Voilà une exposition que j’avais remarquée l’an passé, sans la rattacher à l’ADN.
Il y avait de Robin Godde dont j’ai déjà parlé, Hutte de Camille Tourneux, Catalpa Confort de l’atelier Gaia 2 (constitué d’élèves des écoles d’Architecture, des Beaux-Arts et d’ingénieurs), et bien d’autres encore, que j’ai raté, hélas.

Textes issus de la brochure Embranchements

Le bois, « Mù » en Mandarin, compte parmi les cinq éléments de la culture traditionnelle chinoise aux côtés du métal, de l’eau, du feu et de la terre.
Il s’inscrit dans les cycles d’engendrement et de destruction de l’univers. Dans l’œuvre de Robin où l’échelle symbolise la temporalité, l’entrelacs de bambou exprime sa propre capacité à se laisser courber, à se laisser prendre en tension, à se laisser détendre. Dans le même temps, il affirme sa force d’adaptabilité et de longévité.
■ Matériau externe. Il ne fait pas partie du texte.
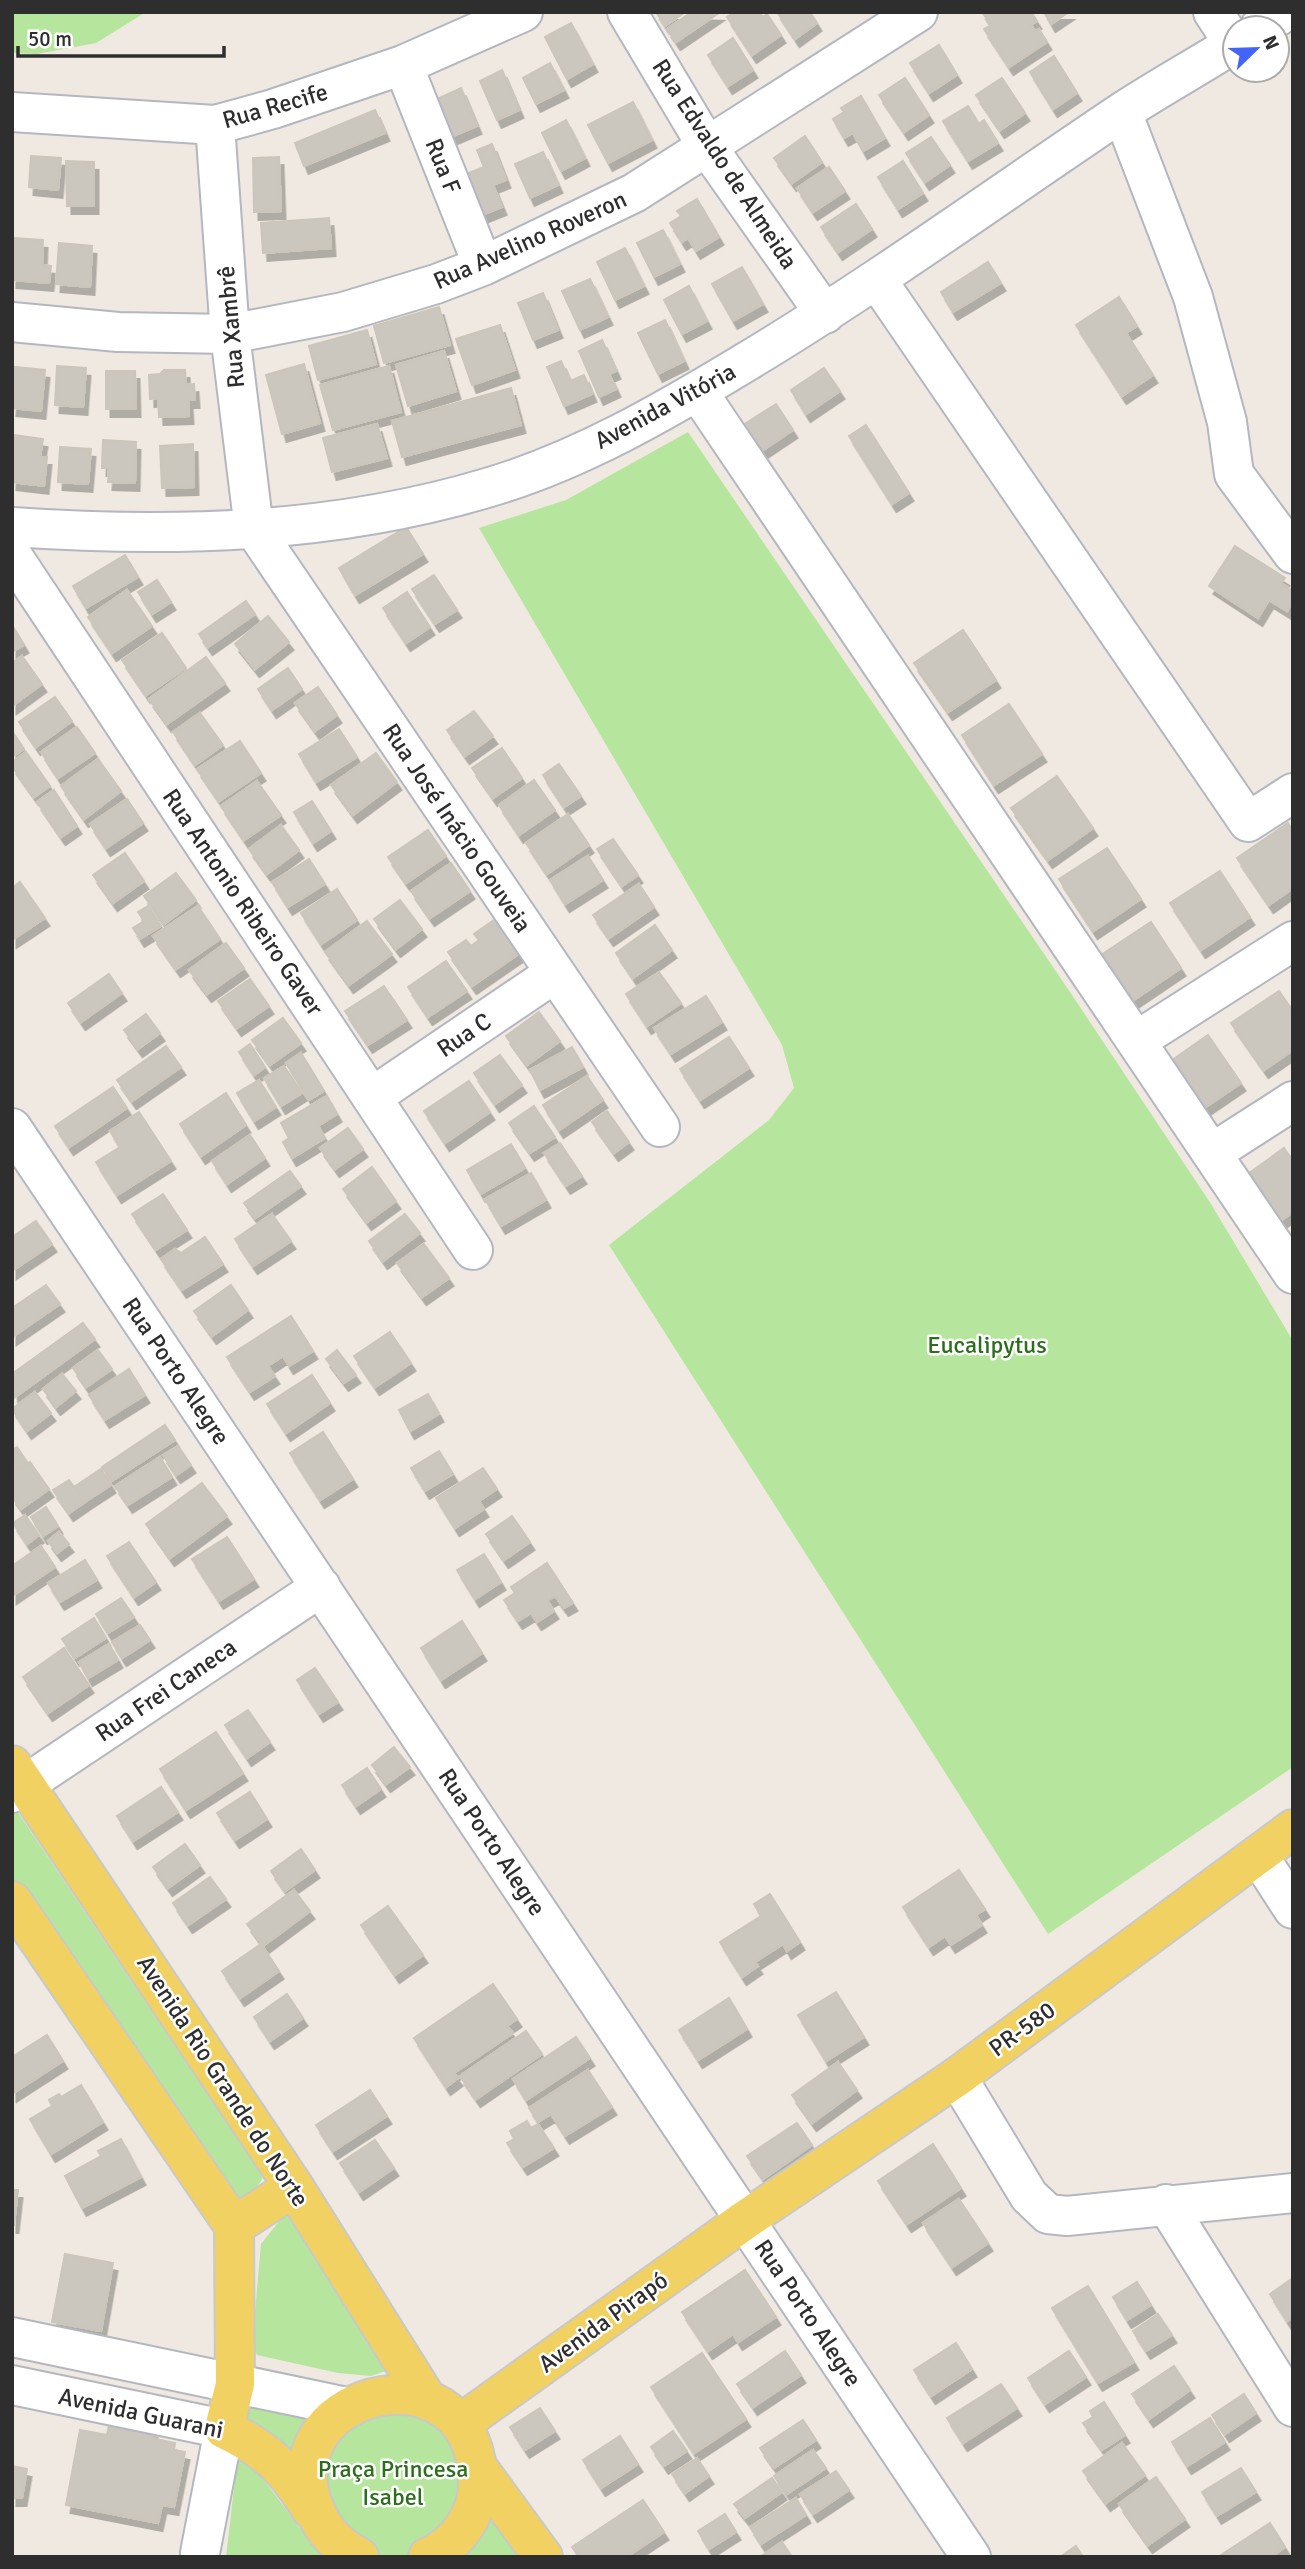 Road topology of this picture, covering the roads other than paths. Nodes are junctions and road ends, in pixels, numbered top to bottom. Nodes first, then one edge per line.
1 (523, 12) edge
2 (627, 12) edge
3 (918, 12) edge
4 (1221, 51) edge
5 (402, 65) junction
6 (1122, 112) junction
7 (12, 113) edge
8 (215, 125) junction
9 (708, 148) junction
10 (483, 267) junction
11 (877, 280) junction
12 (825, 314) junction
13 (12, 322) edge
14 (230, 334) junction
15 (698, 392) junction
16 (12, 527) edge
17 (254, 529) junction
18 (1293, 554) edge
19 (12, 555) edge
20 (1293, 793) edge
21 (1293, 941) edge
22 (555, 973) junction
23 (1136, 1041) junction
24 (372, 1097) junction
25 (1293, 1101) edge
26 (660, 1127) dead end
27 (12, 1128) edge
28 (1212, 1153) junction
29 (473, 1250) dead end
30 (1292, 1271) edge
31 (321, 1587) junction
32 (17, 1780) edge
33 (1293, 1829) edge
34 (1258, 1855) junction
35 (12, 1901) edge
36 (1293, 1909) edge
37 (957, 2077) junction
38 (294, 2188) junction
39 (1293, 2193) edge
40 (1166, 2204) junction
41 (745, 2220) junction
42 (234, 2226) junction
43 (12, 2337) edge
44 (235, 2384) junction
45 (12, 2385) edge
46 (428, 2401) junction
47 (347, 2407) junction
48 (1293, 2407) edge
49 (460, 2424) junction
50 (224, 2429) junction
51 (478, 2468) junction
52 (316, 2516) junction
53 (199, 2556) edge
54 (359, 2557) edge
55 (428, 2557) edge
56 (543, 2557) edge
57 (971, 2557) edge

1 - 5 street, Rua Recife
2 - 9 street, Rua Edvaldo de Almeida
3 - 9 street, Rua Avelino Roveron
4 - 6 street, Avenida Vitória
5 - 8 street, Rua Recife
5 - 10 street, Rua F
6 - 11 street, Avenida Vitória
6 - 18 street
7 - 8 street, Rua Recife
8 - 14 street, Rua Xambrê
9 - 10 street, Rua Avelino Roveron
9 - 12 street, Rua Edvaldo de Almeida
10 - 14 street, Rua Avelino Roveron
11 - 12 street, Avenida Vitória
11 - 20 street
12 - 15 street, Avenida Vitória
13 - 14 street, Rua Avelino Roveron
14 - 17 street, Rua Xambrê
15 - 17 street, Avenida Vitória
15 - 23 street
16 - 17 street, Avenida Vitória
17 - 22 street, Rua José Inácio Gouveia
19 - 24 street, Rua Antonio Ribeiro Gaver
21 - 23 street
22 - 24 street, Rua C
22 - 26 street, Rua José Inácio Gouveia
23 - 28 street
24 - 29 street, Rua Antonio Ribeiro Gaver
25 - 28 street
27 - 31 street, Rua Porto Alegre
28 - 30 street
31 - 32 street, Rua Frei Caneca
31 - 41 street, Rua Porto Alegre
32 - 38 main road, Avenida Rio Grande do Norte
33 - 34 main road, PR-580 / PR-580
34 - 36 street
34 - 37 main road, PR-580 / PR-580
35 - 42 main road
37 - 40 street
37 - 41 main road, PR-580 / PR-580
38 - 42 main road
38 - 46 main road, Avenida Rio Grande do Norte
39 - 40 street
40 - 48 street
41 - 49 main road, Avenida Pirapó
41 - 57 street, Rua Porto Alegre
42 - 44 main road
43 - 44 street, Avenida Guarani
44 - 47 street, Avenida Guarani
44 - 50 main road
45 - 50 street, Avenida Guarani
46 - 47 main road
46 - 49 main road
47 - 52 main road
49 - 51 main road
50 - 52 main road, Avenida Guarani
50 - 53 street
51 - 55 main road
51 - 56 main road
52 - 54 main road, Avenida Guarani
Les ateliers Gaïa sont des projets d’étudiants collaboratifs. Ils réunissent des élèves en architecture, écoles d’ingénieurs et école des beaux-arts. Les jeunes créateurs de l’atelier Gaïa 2 se posent sous le toit végétal du catalpa. Des feuilles géantes concentrent les regards et l’attention sur l’arbre. Un état méditatif propice à l’émotion, au rêve, mais aussi à la connaissance et au savoir. Les livres ne sont jamais très loin, fruits mûrs offerts dans les branches. En attente d’une libération des filets qui les retiennent, ils vont bientôt tomber dans les mains des hommes.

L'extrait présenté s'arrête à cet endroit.